• [ACTION ITEM]: Return the lines that run from the beginning of the entries to the line holding "index pip: (842, 977)", inclusive, and drop the pictures.

• [Saved data entries]:
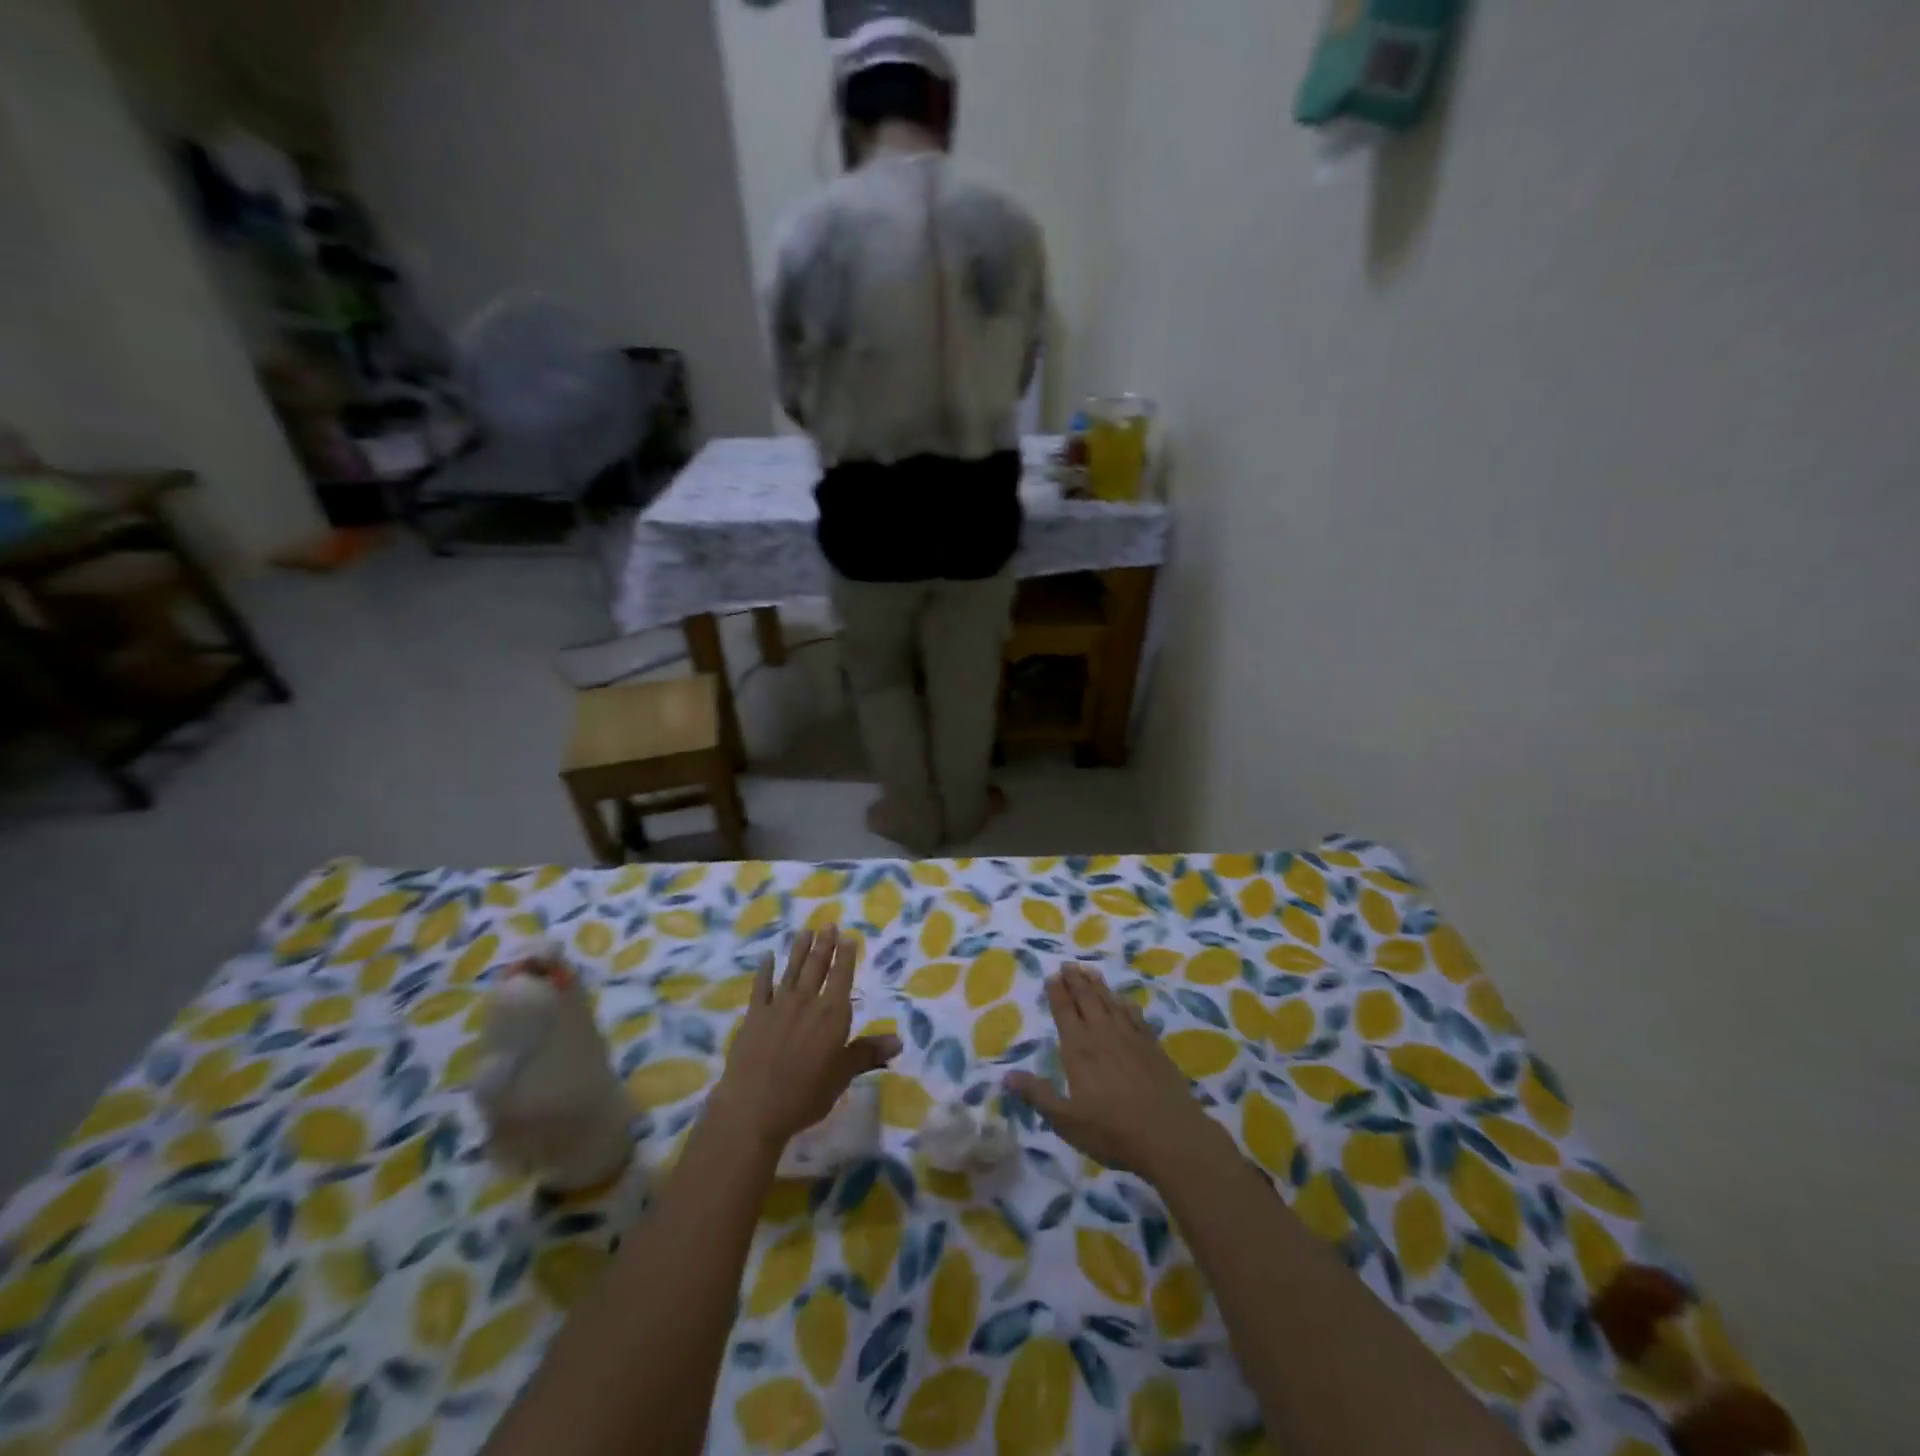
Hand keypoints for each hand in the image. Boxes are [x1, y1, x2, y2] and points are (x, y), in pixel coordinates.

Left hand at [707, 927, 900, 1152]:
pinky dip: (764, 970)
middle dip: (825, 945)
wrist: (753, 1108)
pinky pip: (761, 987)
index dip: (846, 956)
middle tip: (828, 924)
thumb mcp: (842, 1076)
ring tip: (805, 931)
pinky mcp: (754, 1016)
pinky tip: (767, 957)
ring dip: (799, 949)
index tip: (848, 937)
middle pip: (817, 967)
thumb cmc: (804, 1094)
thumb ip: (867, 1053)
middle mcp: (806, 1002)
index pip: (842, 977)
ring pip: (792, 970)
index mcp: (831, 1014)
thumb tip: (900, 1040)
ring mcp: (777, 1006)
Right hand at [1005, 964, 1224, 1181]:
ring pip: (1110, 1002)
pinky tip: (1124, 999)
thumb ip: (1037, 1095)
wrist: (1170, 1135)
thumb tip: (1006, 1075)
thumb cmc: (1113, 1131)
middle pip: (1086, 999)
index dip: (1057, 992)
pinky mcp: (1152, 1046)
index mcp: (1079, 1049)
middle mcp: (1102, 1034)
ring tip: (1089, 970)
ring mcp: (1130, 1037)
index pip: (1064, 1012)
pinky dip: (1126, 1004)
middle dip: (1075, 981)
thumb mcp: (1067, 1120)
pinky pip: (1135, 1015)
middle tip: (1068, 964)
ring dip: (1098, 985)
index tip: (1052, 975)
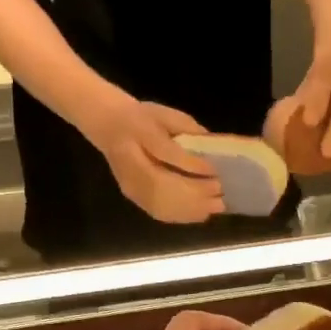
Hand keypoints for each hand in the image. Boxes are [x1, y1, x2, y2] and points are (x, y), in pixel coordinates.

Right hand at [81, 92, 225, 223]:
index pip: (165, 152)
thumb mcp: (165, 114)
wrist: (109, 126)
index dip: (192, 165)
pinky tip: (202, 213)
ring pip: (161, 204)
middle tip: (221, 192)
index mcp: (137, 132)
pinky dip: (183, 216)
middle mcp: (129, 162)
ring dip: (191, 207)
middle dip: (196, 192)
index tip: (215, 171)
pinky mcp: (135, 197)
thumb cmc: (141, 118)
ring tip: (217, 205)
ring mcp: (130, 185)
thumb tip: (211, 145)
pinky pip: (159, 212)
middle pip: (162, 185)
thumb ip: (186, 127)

• [TASK RESULT]:
Hand keypoints for each hand in the image. Boxes are [x1, y1, x2, y2] and points are (x, y), in pixel coordinates.

Left hand at [707, 927, 900, 1152]:
pinky dip: (764, 970)
middle dip: (825, 945)
wrist: (753, 1108)
pinky pip: (761, 987)
index dip: (846, 956)
middle tip: (828, 924)
thumb mcp: (842, 1076)
ring tip: (805, 931)
pinky mcp: (754, 1016)
pinky tip: (767, 957)
ring dip: (799, 949)
index tip: (848, 937)
middle pip: (817, 967)
thumb cmc: (804, 1094)
thumb ip: (867, 1053)
middle mcp: (806, 1002)
index pip: (842, 977)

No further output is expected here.